Secara khusus, para trader di pasar valuta asing (FX) akan membeli atau menjual mata uang berdasarkan ekspektasi mereka tentang bagaimana nilai tukar mata uang tersebut akan berubah akibat:

  • Ketidakstabilan politik di negara tersebut atau negara lain.
  • Ketidakpastian di pasar global. Misalnya, selama Krisis Coronavirus baru-baru ini, permintaan terhadap dolar AS melonjak karena investor mencari tempat yang aman untuk menempatkan uang mereka.
  • Perbedaan suku bunga antar negara. Ketika suku bunga suatu negara naik, mata uangnya menguat karena investor asing mencari imbal hasil yang lebih tinggi daripada yang dapat mereka peroleh di negara asal mereka.
  • Perbedaan pertumbuhan ekonomi antar negara. Misalnya, negara-negara berkembang yang telah menerapkan reformasi ekonomi yang sukses mungkin mengalami apresiasi mata uang karena investor asing mencari peluang pertumbuhan baru.

Pedagang forex yang menggunakan analisis fundamental seringkali memantau pergerakan harga sambil terus mengikuti berita keuangan.

Mereka akan mempelajari berita untuk informasi tentang iklim politik, hubungan internasional, bencana alam, dan peristiwa global lainnya.

Faktor fundamental yang banyak digunakan oleh trader saat memutuskan apakah akan masuk, tetap dalam posisi, atau keluar dari perdagangan, selain yang telah disebutkan, meliputi tingkat pengangguran, inflasi, perubahan kebijakan fiskal, dan pasar saham/obligasi/uang.

Misalnya, katakanlah dolar AS menguat karena perekonomian AS membaik.

Seiring dengan perbaikan ekonomi, kenaikan suku bunga mungkin diperlukan untuk mengendalikan pertumbuhan dan inflasi.

Suku bunga yang lebih tinggi membuat aset keuangan yang denominasi dolar AS menjadi lebih menarik.

Untuk mendapatkan aset-aset tersebut, para trader dan investor harus membeli dolar AS terlebih dahulu. Akibatnya, karena permintaan yang lebih tinggi, nilai dolar AS kemungkinan akan meningkat.

Analisis Fundamental (FA) vs.
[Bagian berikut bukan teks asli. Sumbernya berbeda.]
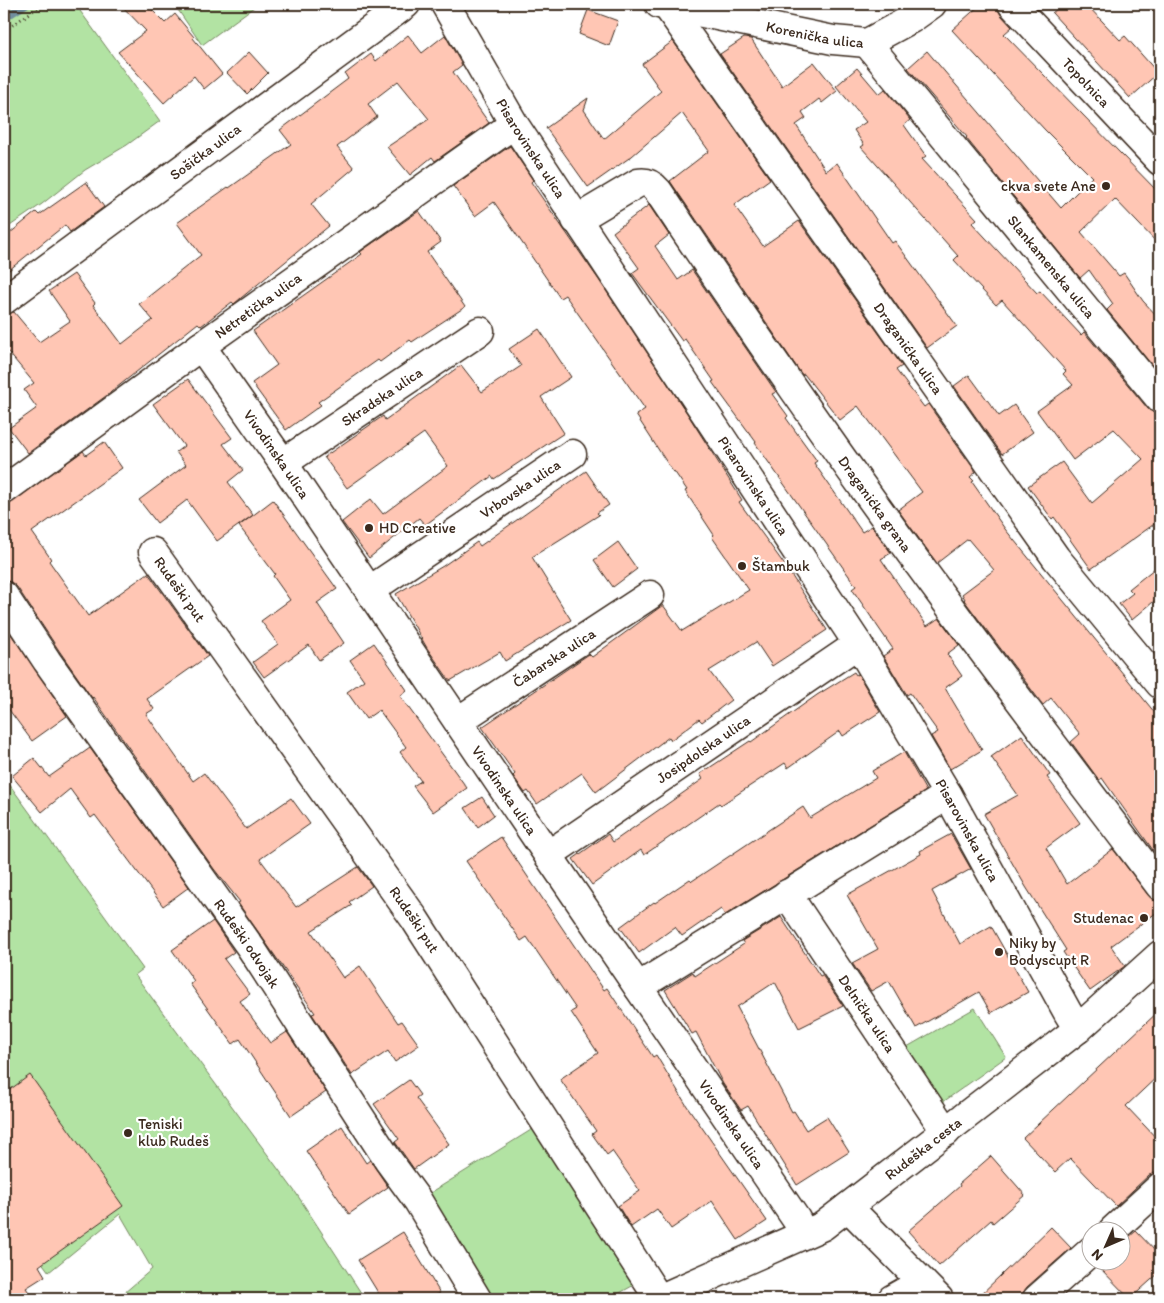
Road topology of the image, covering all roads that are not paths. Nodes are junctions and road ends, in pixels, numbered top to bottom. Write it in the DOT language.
graph roads {
  1 [pos="406,4"];
  2 [pos="445,4"];
  3 [pos="932,4"];
  4 [pos="1012,4"];
  5 [pos="663,5"];
  6 [pos="867,43"];
  7 [pos="514,124"];
  8 [pos="1160,161"];
  9 [pos="576,220"];
  10 [pos="4,300"];
  11 [pos="480,331"];
  12 [pos="202,346"];
  13 [pos="1160,399"];
  14 [pos="572,454"];
  15 [pos="283,463"];
  16 [pos="4,490"];
  17 [pos="153,552"];
  18 [pos="370,590"];
  19 [pos="650,595"];
  20 [pos="4,596"];
  21 [pos="858,644"];
  22 [pos="1160,684"];
  23 [pos="458,721"];
  24 [pos="948,795"];
  25 [pos="548,855"];
  26 [pos="1160,886"];
  27 [pos="787,894"];
  28 [pos="1160,955"];
  29 [pos="638,987"];
  30 [pos="1078,1029"];
  31 [pos="946,1132"];
  32 [pos="1160,1187"];
  33 [pos="848,1208"];
  34 [pos="1124,1220"];
  35 [pos="804,1234"];
  36 [pos="1082,1259"];
  37 [pos="930,1291"];
  38 [pos="477,1299"];
  39 [pos="659,1299"];
  40 [pos="892,1299"];
  41 [pos="1037,1299"];
  1 -- 10 [label="street, Sošička ulica"];
  2 -- 7 [label="street, Pisarovinska ulica"];
  3 -- 6 [label="street, Korenička ulica"];
  4 -- 8 [label="street, Topolnica"];
  5 -- 6 [label="street, Korenička ulica"];
  5 -- 22 [label="street, Draganićka ulica"];
  6 -- 13 [label="street, Slankamenska ulica"];
  7 -- 9 [label="street, Pisarovinska ulica"];
  7 -- 12 [label="street, Netretička ulica"];
  9 -- 21 [label="street, Pisarovinska ulica"];
  9 -- 26 [label="street, Draganićka grana"];
  11 -- 15 [label="street, Skradska ulica"];
  12 -- 15 [label="street, Vivodinska ulica"];
  12 -- 16 [label="street, Netretička ulica"];
  14 -- 18 [label="street, Vrbovska ulica"];
  15 -- 18 [label="street, Vivodinska ulica"];
  17 -- 39 [label="street, Rudeški put"];
  18 -- 23 [label="street, Vivodinska ulica"];
  19 -- 23 [label="street, Čabarska ulica"];
  20 -- 38 [label="street, Rudeški odvojak"];
  21 -- 24 [label="street, Pisarovinska ulica"];
  21 -- 25 [label="street, Josipdolska ulica"];
  23 -- 25 [label="street, Vivodinska ulica"];
  24 -- 27 [label="street"];
  24 -- 30 [label="street, Pisarovinska ulica"];
  25 -- 29 [label="street, Vivodinska ulica"];
  27 -- 29 [label="street"];
  27 -- 31 [label="street, Delnička ulica"];
  28 -- 30 [label="street, Rudeška cesta"];
  29 -- 35 [label="street, Vivodinska ulica"];
  30 -- 31 [label="street, Rudeška cesta"];
  31 -- 33 [label="street, Rudeška cesta"];
  32 -- 34 [label="street"];
  33 -- 35 [label="street, Rudeška cesta"];
  33 -- 37 [label="street"];
  35 -- 39 [label="street, Rudeška cesta"];
  36 -- 41 [label="street"];
  37 -- 40 [label="street"];
}
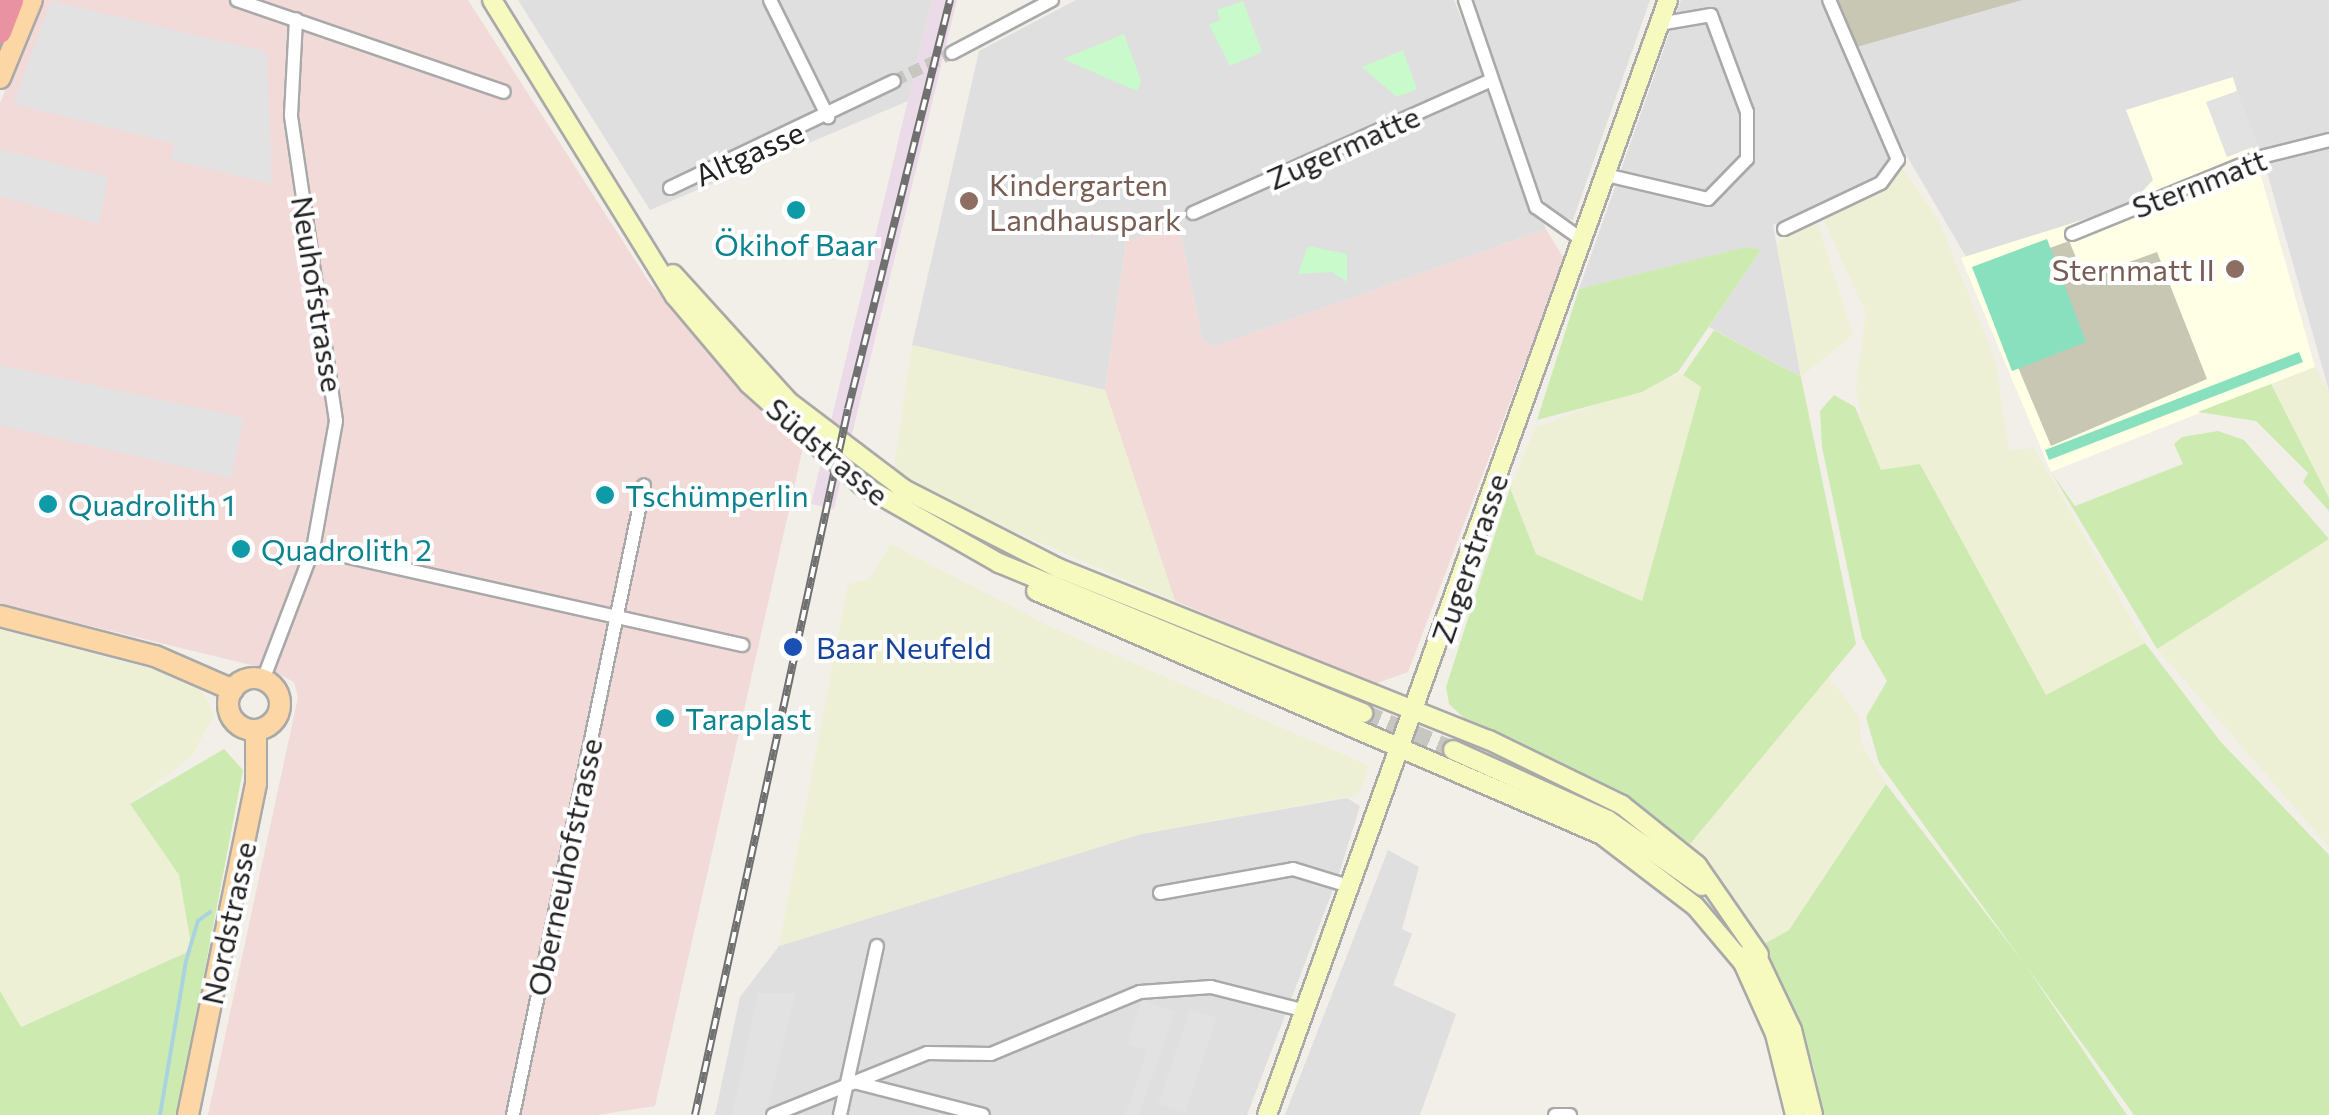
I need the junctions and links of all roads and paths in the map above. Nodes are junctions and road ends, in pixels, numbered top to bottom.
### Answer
1 (12, 0) edge
2 (32, 0) edge
3 (237, 0) edge
4 (492, 0) edge
5 (770, 0) edge
6 (1052, 0) edge
7 (1465, 0) edge
8 (1668, 0) edge
9 (1828, 0) edge
10 (296, 19) junction
11 (1660, 24) junction
12 (0, 32) edge
13 (952, 53) tunnel mouth
14 (0, 78) edge
15 (1492, 80) junction
16 (894, 81) tunnel mouth
17 (504, 92) dead end
18 (828, 118) junction
19 (2329, 140) edge
20 (1606, 175) junction
21 (670, 188) dead end
22 (618, 206) junction
23 (1193, 212) dead end
24 (1784, 229) dead end
25 (2072, 234) dead end
26 (1581, 238) junction
27 (644, 485) dead end
28 (900, 487) junction
29 (904, 512) junction
30 (313, 549) junction
31 (1110, 607) junction
32 (0, 616) edge
33 (616, 620) junction
34 (742, 645) dead end
35 (263, 680) junction
36 (233, 690) junction
37 (1415, 712) junction
38 (1363, 713) tunnel mouth
39 (256, 730) junction
40 (1402, 747) junction
41 (1454, 750) tunnel mouth
42 (1352, 887) junction
43 (1160, 893) dead end
44 (877, 946) dead end
45 (1752, 960) junction
46 (1306, 1011) junction
47 (847, 1080) junction
48 (188, 1115) edge
49 (513, 1115) edge
50 (773, 1115) edge
51 (840, 1115) edge
52 (983, 1115) edge
53 (1267, 1115) edge
54 (1555, 1115) edge
55 (1570, 1115) edge
56 (1795, 1115) edge
57 (1813, 1115) edge

1 - 12 highway
2 - 14 main road
3 - 10 street
4 - 22 main road, Südstrasse
5 - 18 street, Altgasse
6 - 13 street
7 - 15 street
8 - 11 main road, Zugerstrasse
9 - 24 street
10 - 17 street
10 - 30 street, Neuhofstrasse
11 - 20 main road, Zugerstrasse
11 - 20 street
15 - 23 street, Zugermatte
15 - 26 street
16 - 18 street, Altgasse
18 - 21 street, Altgasse
19 - 25 street, Sternmatt
20 - 26 main road, Zugerstrasse
22 - 28 main road, Südstrasse
22 - 29 main road, Südstrasse
26 - 37 main road, Zugerstrasse
27 - 33 street, Oberneuhofstrasse
28 - 31 main road, Südstrasse
28 - 37 main road
29 - 31 main road, Südstrasse
29 - 40 main road
30 - 33 street
30 - 35 street, Neuhofstrasse
31 - 38 main road, Südstrasse
32 - 36 main road
33 - 34 street
33 - 49 street, Oberneuhofstrasse
35 - 36 main road
35 - 39 main road
36 - 39 main road
37 - 40 main road, Zugerstrasse
37 - 45 main road
39 - 48 main road, Nordstrasse
40 - 42 main road, Zugerstrasse
40 - 45 main road
41 - 45 main road
42 - 43 street
42 - 46 main road, Zugerstrasse
44 - 47 street
45 - 56 main road
45 - 57 main road
46 - 47 street
46 - 53 main road, Zugerstrasse
47 - 50 street
47 - 51 street
47 - 52 street
54 - 55 street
Analisis Teknis (TA)

Sementara analisis fundamental melihat gambaran besar seputar harga suatu aset dengan mempertimbangkan sebanyak mungkin faktor yang mempengaruhi, analisis teknis secara ketat berfokus pada data pasar historis dan grafik pasar.

Sementara analisis fundamental berusaha menentukan nilai sebenarnya dari suatu aset perdagangan, analisis teknis digunakan sebagai alat untuk mempelajari pergerakan harga historis berdasarkan tren, pola grafik, dan indikator teknis.